Don’t get hooked by a phisherman
Phishing scams get user’s personal and banking information by tricking them into clicking on a link. The link can be emailed, sent via text, or through an app. It can look like it’s coming from a colleague. I know, you’re too smart for that. But it happens, a lot. So, never engage with links sent from people you have never heard of. If the message is from someone you know, question it – is the message written in their voice? Do they usually share links? Is the wording vague? Why are they sending you this? If things don’t add up, don’t click.
Leave something to the imagination
Don’t post things you don’t want the world to know on social media, like a picture of you holding up a new social insurance card beside a picture of your Mom, before she was married, wearing a name tag. But also, when you go on vacation, it’s best to save the photos and updates of where you are, who you’re with, how long you’re gone for, and such, until you’re back. It makes identity theft that much easier if you put it all out there.
Unlike high school health class, this version of protection does not involve a banana. It’s about putting anti-virus protection and firewalls between any web-enabled device and the world. This creates a protective barrier between your information and criminals who’d target you for identity theft.
Then turn them on. Turn on every single security and privacy option that’s available. Get to know an app before you download it. Read all the privacy and access requirements before you press install. It’s important to understand what you’re getting into.
Get in the habit
Do not leave your phone unattended.
Ditching it for the newest model?
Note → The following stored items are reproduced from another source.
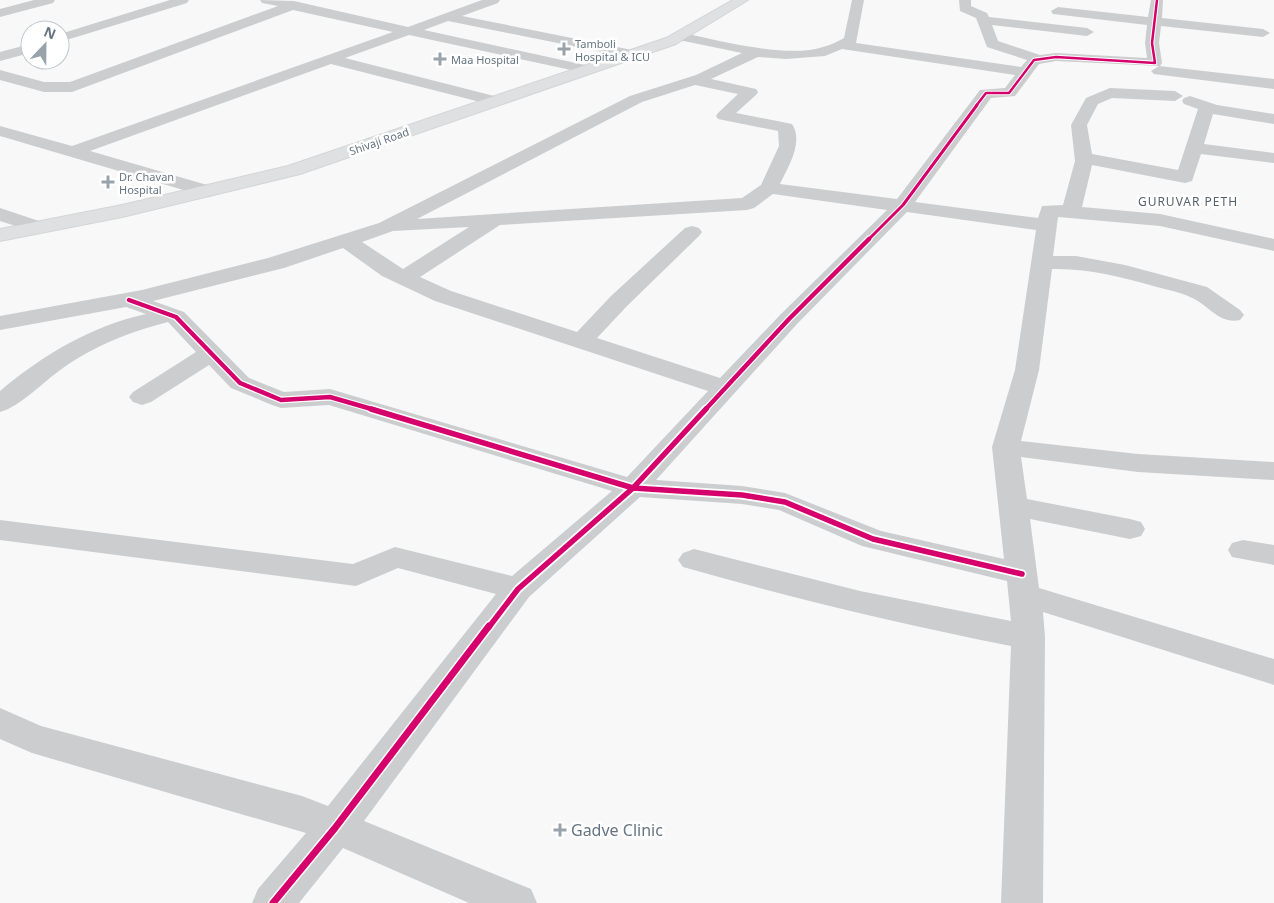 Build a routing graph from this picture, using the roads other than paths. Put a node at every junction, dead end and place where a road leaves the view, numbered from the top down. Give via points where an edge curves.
1 (49, 0) edge
2 (183, 0) edge
3 (266, 0) edge
4 (308, 0) edge
5 (493, 0) edge
6 (742, 0) edge
7 (858, 0) edge
8 (965, 0) edge
9 (292, 6) junction
10 (1058, 11) dead end
11 (0, 13) edge
12 (447, 17) junction
13 (983, 20) junction
14 (412, 30) junction
15 (1099, 33) dead end
16 (1263, 33) dead end
17 (70, 35) edge
18 (679, 36) junction
19 (1152, 38) edge
20 (842, 45) junction
21 (20, 51) edge
22 (756, 52) junction
23 (632, 54) junction
24 (0, 57) edge
25 (330, 59) junction
26 (1032, 66) junction
27 (585, 69) junction
28 (5, 79) edge
29 (694, 80) junction
30 (1274, 84) edge
31 (1175, 96) junction
32 (496, 100) junction
33 (1207, 106) junction
34 (1274, 119) edge
35 (0, 131) edge
36 (1195, 148) junction
37 (72, 152) junction
38 (1084, 158) junction
39 (1274, 158) edge
40 (769, 188) junction
41 (207, 190) junction
42 (903, 205) junction
43 (1071, 212) junction
44 (0, 214) edge
45 (494, 220) junction
46 (1047, 226) junction
47 (386, 227) junction
48 (38, 228) junction
49 (692, 232) dead end
50 (0, 235) edge
51 (346, 240) junction
52 (1274, 245) edge
53 (1042, 263) junction
54 (404, 278) junction
55 (129, 300) junction
56 (169, 314) junction
57 (1232, 315) dead end
58 (2, 319) edge
59 (582, 341) junction
60 (210, 354) junction
61 (725, 388) junction
62 (142, 397) dead end
63 (0, 404) edge
64 (1006, 447) junction
65 (1274, 471) edge
66 (633, 488) junction
67 (1013, 506) junction
68 (0, 530) edge
69 (1130, 530) dead end
70 (1243, 550) dead end
71 (1274, 555) edge
72 (694, 560) dead end
73 (1023, 584) junction
74 (518, 589) junction
75 (1028, 637) junction
76 (1274, 672) edge
77 (3, 728) edge
78 (335, 828) junction
79 (273, 903) edge
80 (516, 903) edge
81 (1022, 903) edge

1 - 11 street
2 - 17 street
3 - 9 street
4 - 9 street
5 - 12 street
6 - 18 main road, Shivaji Road
7 - 20 street via 850,40
8 - 13 street via 965,8 982,16
9 - 14 street
9 - 28 street via 72,87 52,88
10 - 19 street
12 - 14 street
12 - 23 street
13 - 15 street
13 - 26 street via 992,44
14 - 25 street
14 - 27 street
16 - 19 street
18 - 22 street
18 - 23 main road, Shivaji Road
19 - 26 street via 1056,56
19 - 30 street
19 - 31 street
20 - 22 street via 825,52 786,55
20 - 26 street
21 - 24 street
22 - 29 street
23 - 27 main road, Shivaji Road
25 - 32 street
25 - 37 street
26 - 42 street via 1009,93 986,93
27 - 32 main road, Shivaji Road
29 - 40 street via 750,92 724,116 786,128 788,146
29 - 47 street via 636,99
31 - 33 street
31 - 38 street via 1110,93 1092,101 1079,125
32 - 41 main road, Shivaji Road via 294,170
33 - 34 street
33 - 36 street
35 - 37 street
36 - 38 street via 1185,176
36 - 39 street
37 - 41 street
38 - 43 street
40 - 42 street
40 - 45 street via 747,204
41 - 48 main road, Shivaji Road
42 - 46 street
42 - 61 street
43 - 46 street via 1049,210
43 - 52 street via 1160,220
44 - 48 street
45 - 47 street
45 - 54 street
46 - 53 street
47 - 51 street
48 - 50 main road, Shivaji Road
49 - 59 street
51 - 54 street
51 - 55 street via 276,262
53 - 57 street via 1076,262 1125,271 1199,292
53 - 64 street via 1027,370
54 - 59 street via 443,296
55 - 56 street
55 - 58 street
56 - 60 street via 176,317
56 - 63 street via 113,330 42,371
59 - 61 street
60 - 62 street
60 - 66 street via 240,383 281,400 330,397
61 - 66 street
64 - 65 street via 1138,463
64 - 67 street
66 - 73 street via 742,495 785,502 873,539
66 - 74 street
67 - 69 street
67 - 73 street
68 - 74 street via 356,575 395,557
70 - 71 street
72 - 75 street via 902,613
73 - 75 street
73 - 76 street
74 - 78 street
75 - 81 street
77 - 78 street via 302,813
78 - 79 street
78 - 80 street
Delete everything. Leave no app unturned.
Using your device, cover your keyboard or password from spying eyes.
Do not do your online banking or any other important online tasks that involve sensitive data, from Starbucks. Keep it contained to a trusted secure network. You never know who may be creeping on the free wi-fi hub.
Let your phone forget about you. Do not use “Remember Me” features. It’s a pain but take the time to type in your unique ID and password for each of your multitude of social media sites.
Book a check-up appointment for your phone
Like going to the gym, cybersecurity can become a routine. Try making a security check-up appointment with your mobile. Set an alarm, or add a reminder to your calendar, to change your password, cleanse your apps, or check for updates. Routine cybersecurity checks will help with your cyber hygiene, keeping your mobile device healthy.